Partnering and co-branding

When I was selling digital transformation services we had a problem that every small business knows well. Finding new leads takes time, money and effort that most of us don’t have enough of.

The solution we landed on had nothing to do with advertising or cold calling. We started swapping leads with commercial real estate agents.

Think about it. A business that is relocating its office is about to need everything at once. New IT infrastructure, furniture, fit out, painting and plastering, phones, internet, and yes, digital transformation services. We were all looking for the same lead in different markets. So instead of each of us hunting independently we started sharing the leads we generated. When one of us found an upcoming relocation, everyone in the group heard about it.

When the tide rises all the boats go up.

What Partnering Actually Is

A business partnership for lead generation is simply an arrangement between two or more complementary businesses to share leads, referrals, costs or marketing activity. You are not competitors. You serve the same customer at different points in their journey or with different parts of their needs.

Done well it multiplies your prospecting reach without multiplying your costs. Done badly it gives all your leads to your competitors.

The Four Ways It Works

Referral arrangements. The simplest version. You send clients their way when relevant, they do the same for you. No money changes hands, just goodwill and mutual benefit. Works best when there’s genuine trust and roughly equal lead flow on both sides.

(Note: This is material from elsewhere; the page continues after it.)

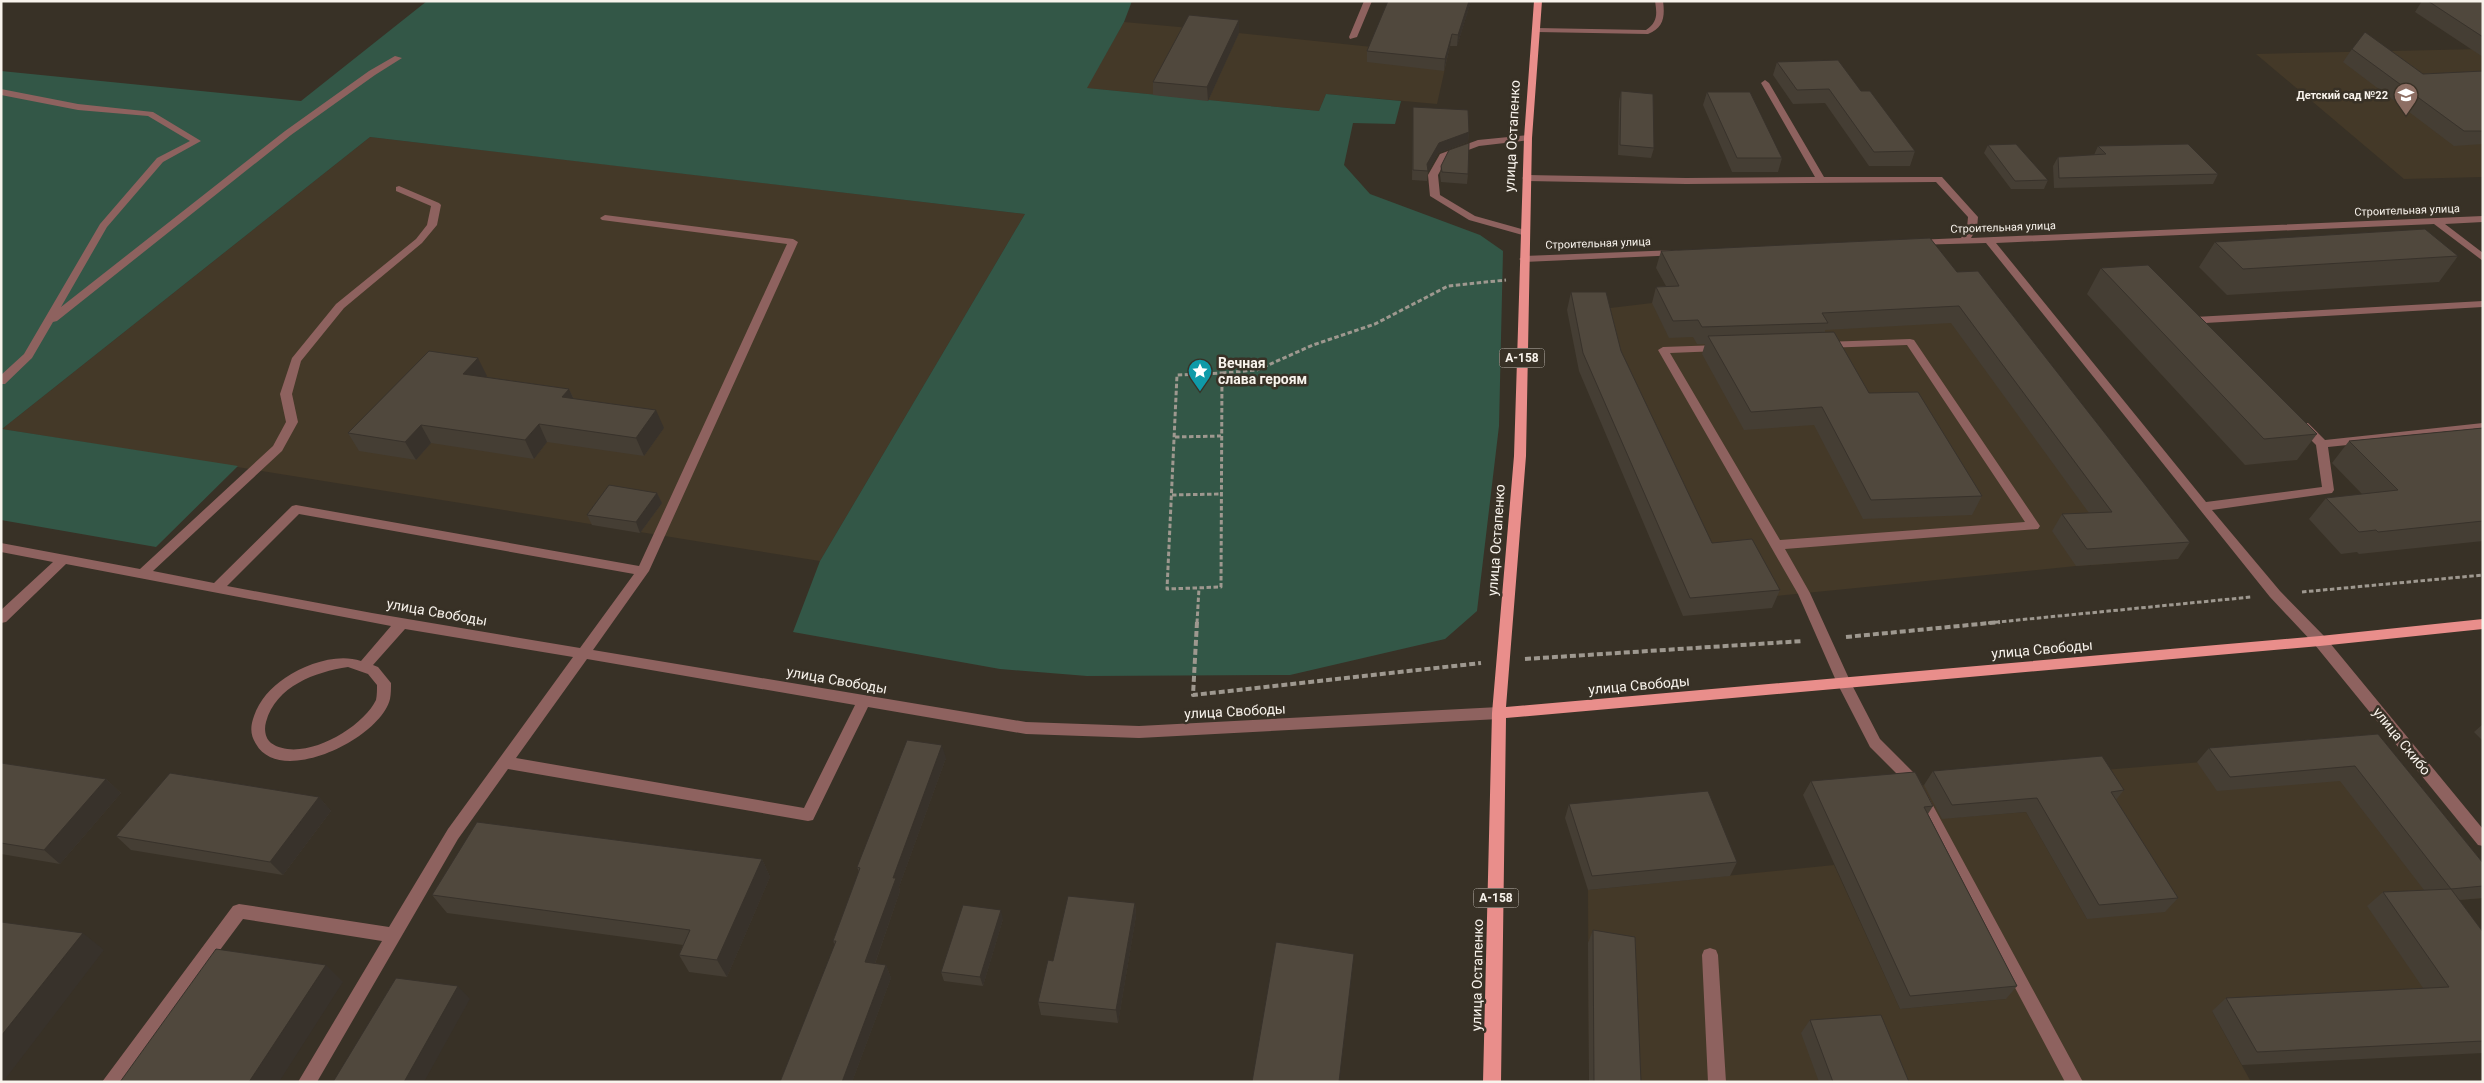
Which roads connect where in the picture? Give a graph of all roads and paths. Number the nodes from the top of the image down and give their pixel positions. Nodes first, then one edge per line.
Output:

Shared marketing costs. Split the cost of a campaign, an event, a publication or a sponsorship with a partner. You reach the same audience at half the price. A marketing firm and a sales agency running a joint seminar for small businesses is a clean example.

Bundling. Combine your product or service with a partner’s to create something neither of you could offer alone. A bookkeeper and a financial planner packaging a small business starter offering. A caterer and a venue doing combined event packages. Bundling can also justify a higher price point than either business could command individually. It also gives you access to larger clients.

Co-branded content and events. Run a webinar together, co-author a guide, host a breakfast event. You share the audience, the credibility and the cost. Both businesses walk away with leads the other one brought in.

What to Look For in a Partner

Trust and ecosystem are everything. There can only be one painting company, or one furniture company, or one IT company, and the trust that a lead you share stays in the ecosystem.

Same customer, different service. Complementary timing, meaning they interact with the client just before or just after you do. (One stage upstream or downstream is ideal). Roughly similar reputation and standards, because their work will reflect on you. And a genuine willingness to refer, not just receive.

All sides need to make money or they will quit. The arrangement breaks down quickly if one side is taking more than they give. Set expectations early about how leads will be shared and what constitutes a fair exchange. Like any barter system you have to give and get.

The Takeaway

Write down your ideal customer and map out every other type of business that serves that same customer before, during or after you do. That list is your potential partner network. Reach out to one of them this week with a straightforward proposition: share leads, compare notes, see if there’s a working arrangement in it.

You don’t need a formal contract to start. You just need a coffee and a conversation.